Он громко вздохнул, отпуская горячие локти. Пошел, расплескивая мелкую стеклянную воду, с удовольствием постукивая пятками. А Инга, спотыкаясь, не отводила глаз, шла следом за узкой гибкой спиной, ниже поясницы отчеркнутой трусами с растянутой резинкой. Горчик поддернул их, перекашивая на бедрах, и оглянулся. Скалясь, спустил пониже, завилял задом, не переставая мерно шагать. Радуясь, слушал, как она хохочет, и театрально ежился, когда ногой поддавала мелкую воду, брызгая на его ноги.
Идя следом, она думала — всю жизнь могу так. Смотреть, как работают мышцы, как изгибается он в поясе, мелькают мокрые ступни, разбрызгивая светлые капли. И волосы то и дело ветер сносит в сторону, а тонкая сильная рука привычным жестом подхватывает их, закидывая со лба.
«Беленький совсем. И коричневый».
Он резко остановился, бросая на песок сумку. Повернулся, ловя ее руками, и потащил в воду.
— Привал. Окунемся и посидим.
— Окунемся, — согласилась она, валясь в прозрачное, праздничное, — и полежим. На рубашках.
Так и сделали. Надев кепки, устроились посреди совершено пустого пляжа, длинного, как взлетная полоса. Лежа головой на ингиных коленях, Горчик сказал, глядя вверх, на ее подбородок и грудь, охваченную мокрым трикотажем.
— Сняла бы. Для здоровья. А то сырое ж все. Только на солнце долго не жарь, вредно.
Инга сразу же развязала мокрый узел и, проводя хвостиком по его лицу, удивилась весело:
— Откуда знаешь? Такое вот, женское.
— Та. Послушала бы с первого класса, мать на веранде — диеты, гимнастики, кремы всякие. Калории там. Я теперь ученый, хоть куда. И трусы.
— Да? А ты?
— И я… Только попу не спали, будешь у меня как гамадрил, с красной жопкой.
— Про гамадрила тоже наслушался из журналов?

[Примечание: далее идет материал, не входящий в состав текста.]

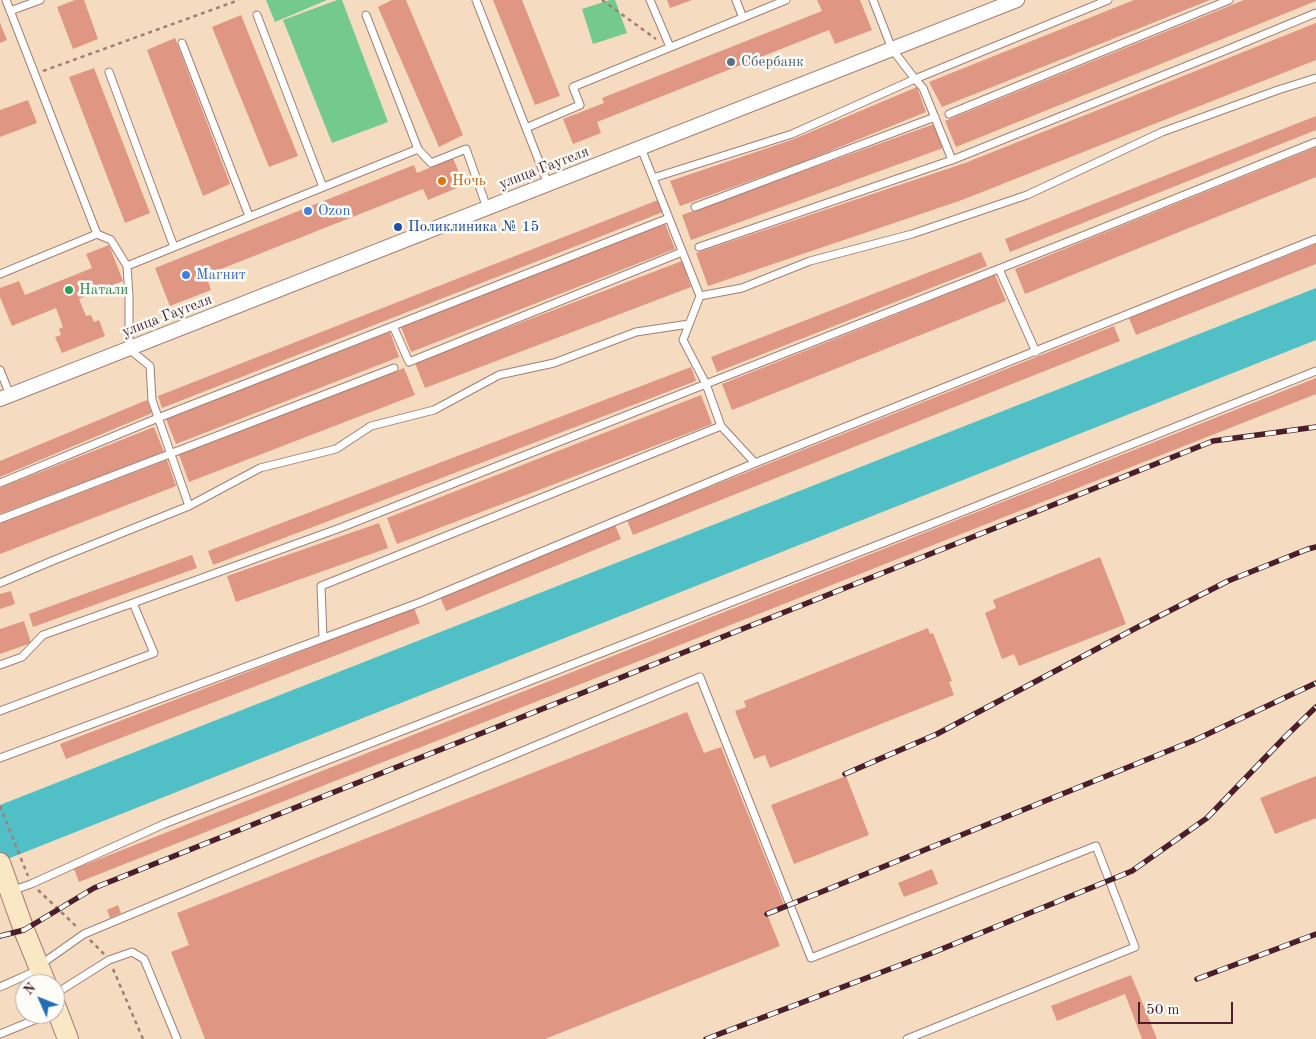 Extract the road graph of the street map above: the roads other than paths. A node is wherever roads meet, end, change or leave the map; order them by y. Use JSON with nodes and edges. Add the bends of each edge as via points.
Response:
{"nodes":[{"id":1,"x":6,"y":0,"type":"edge"},
{"id":2,"x":40,"y":0,"type":"edge"},
{"id":3,"x":476,"y":0,"type":"edge"},
{"id":4,"x":650,"y":0,"type":"edge"},
{"id":5,"x":736,"y":0,"type":"edge"},
{"id":6,"x":786,"y":0,"type":"edge"},
{"id":7,"x":873,"y":0,"type":"edge"},
{"id":8,"x":1017,"y":0,"type":"edge"},
{"id":9,"x":1108,"y":0,"type":"edge"},
{"id":10,"x":1229,"y":0,"type":"edge"},
{"id":11,"x":10,"y":10,"type":"junction"},
{"id":12,"x":1316,"y":13,"type":"edge"},
{"id":13,"x":257,"y":15,"type":"dead end"},
{"id":14,"x":366,"y":16,"type":"dead end"},
{"id":15,"x":743,"y":18,"type":"junction"},
{"id":16,"x":182,"y":43,"type":"dead end"},
{"id":17,"x":670,"y":48,"type":"junction"},
{"id":18,"x":892,"y":49,"type":"junction"},
{"id":19,"x":108,"y":72,"type":"dead end"},
{"id":20,"x":1316,"y":78,"type":"edge"},
{"id":21,"x":915,"y":79,"type":"junction"},
{"id":22,"x":949,"y":114,"type":"dead end"},
{"id":23,"x":935,"y":117,"type":"junction"},
{"id":24,"x":526,"y":128,"type":"junction"},
{"id":25,"x":1316,"y":142,"type":"edge"},
{"id":26,"x":641,"y":148,"type":"junction"},
{"id":27,"x":418,"y":149,"type":"junction"},
{"id":28,"x":952,"y":160,"type":"junction"},
{"id":29,"x":653,"y":178,"type":"junction"},
{"id":30,"x":548,"y":184,"type":"junction"},
{"id":31,"x":323,"y":187,"type":"junction"},
{"id":32,"x":695,"y":207,"type":"dead end"},
{"id":33,"x":487,"y":208,"type":"junction"},
{"id":34,"x":249,"y":216,"type":"junction"},
{"id":35,"x":669,"y":218,"type":"junction"},
{"id":36,"x":97,"y":234,"type":"junction"},
{"id":37,"x":1316,"y":239,"type":"edge"},
{"id":38,"x":174,"y":247,"type":"junction"},
{"id":39,"x":699,"y":247,"type":"dead end"},
{"id":40,"x":682,"y":252,"type":"junction"},
{"id":41,"x":127,"y":266,"type":"junction"},
{"id":42,"x":999,"y":269,"type":"junction"},
{"id":43,"x":0,"y":274,"type":"edge"},
{"id":44,"x":700,"y":296,"type":"junction"},
{"id":45,"x":689,"y":324,"type":"junction"},
{"id":46,"x":393,"y":326,"type":"junction"},
{"id":47,"x":129,"y":349,"type":"junction"},
{"id":48,"x":1036,"y":352,"type":"junction"},
{"id":49,"x":394,"y":368,"type":"dead end"},
{"id":50,"x":0,"y":370,"type":"edge"},
{"id":51,"x":1316,"y":371,"type":"edge"},
{"id":52,"x":706,"y":384,"type":"junction"},
{"id":53,"x":5,"y":397,"type":"edge"},
{"id":54,"x":158,"y":418,"type":"junction"},
{"id":55,"x":721,"y":426,"type":"junction"},
{"id":56,"x":171,"y":453,"type":"junction"},
{"id":57,"x":754,"y":463,"type":"junction"},
{"id":58,"x":0,"y":483,"type":"edge"},
{"id":59,"x":189,"y":506,"type":"junction"},
{"id":60,"x":0,"y":519,"type":"edge"},
{"id":61,"x":0,"y":583,"type":"edge"},
{"id":62,"x":133,"y":603,"type":"junction"},
{"id":63,"x":323,"y":638,"type":"junction"},
{"id":64,"x":0,"y":665,"type":"edge"},
{"id":65,"x":0,"y":711,"type":"edge"},
{"id":66,"x":0,"y":758,"type":"edge"},
{"id":67,"x":4,"y":882,"type":"edge"},
{"id":68,"x":42,"y":973,"type":"edge"},
{"id":69,"x":0,"y":987,"type":"edge"},
{"id":70,"x":65,"y":998,"type":"edge"},
{"id":71,"x":20,"y":1024,"type":"edge"},
{"id":72,"x":61,"y":1024,"type":"edge"},
{"id":73,"x":0,"y":1034,"type":"edge"},
{"id":74,"x":68,"y":1039,"type":"edge"},
{"id":75,"x":177,"y":1039,"type":"edge"},
{"id":76,"x":907,"y":1039,"type":"edge"}],
"edges":[{"from":1,"to":11,"type":"lane"},
{"from":2,"to":11,"type":"lane"},
{"from":3,"to":24,"type":"lane"},
{"from":4,"to":17,"type":"lane"},
{"from":5,"to":15,"type":"lane"},
{"from":6,"to":15,"type":"lane"},
{"from":7,"to":18,"type":"lane"},
{"from":8,"to":18,"type":"street","name":"улица Гаугеля"},
{"from":9,"to":21,"type":"lane"},
{"from":10,"to":22,"type":"lane"},
{"from":11,"to":36,"type":"lane"},
{"from":12,"to":28,"type":"lane"},
{"from":13,"to":31,"type":"lane"},
{"from":14,"to":27,"type":"lane"},
{"from":15,"to":17,"type":"lane"},
{"from":16,"to":34,"type":"lane"},
{"from":17,"to":24,"type":"lane","via":[[573,87],[580,105]]},
{"from":18,"to":21,"type":"lane"},
{"from":18,"to":26,"type":"street","name":"улица Гаугеля"},
{"from":19,"to":38,"type":"lane"},
{"from":20,"to":44,"type":"lane","via":[[1162,132],[1027,195],[912,234],[810,261],[742,288]]},
{"from":21,"to":23,"type":"lane","via":[[923,88]]},
{"from":21,"to":29,"type":"lane","via":[[792,134]]},
{"from":23,"to":28,"type":"lane"},
{"from":23,"to":32,"type":"lane"},
{"from":24,"to":30,"type":"lane"},
{"from":25,"to":42,"type":"lane"},
{"from":26,"to":29,"type":"lane"},
{"from":26,"to":30,"type":"street","name":"улица Гаугеля"},
{"from":27,"to":31,"type":"lane"},
{"from":27,"to":33,"type":"lane","via":[[431,163],[466,149]]},
{"from":28,"to":39,"type":"lane"},
{"from":29,"to":35,"type":"lane"},
{"from":30,"to":33,"type":"street","name":"улица Гаугеля"},
{"from":31,"to":34,"type":"lane"},
{"from":33,"to":47,"type":"street","name":"улица Гаугеля"},
{"from":34,"to":38,"type":"lane"},
{"from":35,"to":40,"type":"lane"},
{"from":35,"to":46,"type":"lane"},
{"from":36,"to":41,"type":"lane","via":[[111,240]]},
{"from":36,"to":43,"type":"lane"},
{"from":37,"to":48,"type":"lane"},
{"from":38,"to":41,"type":"lane"},
{"from":40,"to":44,"type":"lane"},
{"from":40,"to":46,"type":"lane","via":[[408,362]]},
{"from":41,"to":47,"type":"lane"},
{"from":42,"to":48,"type":"lane"},
{"from":42,"to":52,"type":"lane"},
{"from":44,"to":45,"type":"lane"},
{"from":45,"to":52,"type":"lane","via":[[683,340]]},
{"from":45,"to":59,"type":"lane","via":[[636,332],[554,363],[499,375],[434,410],[371,426],[336,449],[260,468]]},
{"from":46,"to":54,"type":"lane"},
{"from":47,"to":53,"type":"street","name":"улица Гаугеля"},
{"from":47,"to":54,"type":"lane","via":[[150,366],[152,400]]},
{"from":48,"to":57,"type":"lane"},
{"from":49,"to":56,"type":"lane"},
{"from":50,"to":53,"type":"lane"},
{"from":51,"to":67,"type":"lane","via":[[164,824],[31,884]]},
{"from":52,"to":55,"type":"lane"},
{"from":52,"to":62,"type":"lane","via":[[340,528]]},
{"from":54,"to":56,"type":"lane"},
{"from":54,"to":58,"type":"lane"},
{"from":55,"to":57,"type":"lane"},
{"from":55,"to":63,"type":"lane","via":[[321,586]]},
{"from":56,"to":59,"type":"lane"},
{"from":56,"to":60,"type":"lane"},
{"from":57,"to":63,"type":"lane","via":[[421,602]]},
{"from":59,"to":61,"type":"lane"},
{"from":62,"to":64,"type":"lane","via":[[43,635],[22,657]]},
{"from":62,"to":65,"type":"lane","via":[[154,653]]},
{"from":63,"to":66,"type":"lane"},
{"from":67,"to":68,"type":"street"},
{"from":68,"to":69,"type":"lane"},
{"from":68,"to":76,"type":"lane","via":[[84,934],[700,677],[811,958],[1096,846],[1136,947]]},
{"from":70,"to":75,"type":"lane","via":[[110,960],[132,952],[144,958]]},
{"from":71,"to":73,"type":"lane"},
{"from":72,"to":74,"type":"street"}]}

— Нет, — скромно ответил мальчик, вытягивая ноги, и стаскивая трусы, ворочаясь головой на ее коленях, — это я сам.
— Да ты поэт!
Он сел, давая ей тоже раздеться. Поерзал на расстеленной рубашке, сел по-турецки, сложив руки между колен. И она, став серьезной, но блестя глазами, села так же, свесив ладошки между своих. И замолчали.
В первый раз днем. Посреди огромного светлого мира, полного радостного ветра, шумной мерной воды, и яркого, уже почти белого солнца. Сидели, будто застыв, не делая ничего, только смотрели. Короткая щетка травы, отмечая край пляжа, уходила почти к горизонту, там, в дымке, задирая его плавно в линию пологих холмов. Песок, яркий, блестяще-желтый, длился за спину мальчика, и где-то там, за плавным поворотом остался Иван над удочками, а еще дальше — хутор, из одного беленого дома с пристройками-чуланчиками и покосившегося рыбацкого сарайчика. Там пела Лика.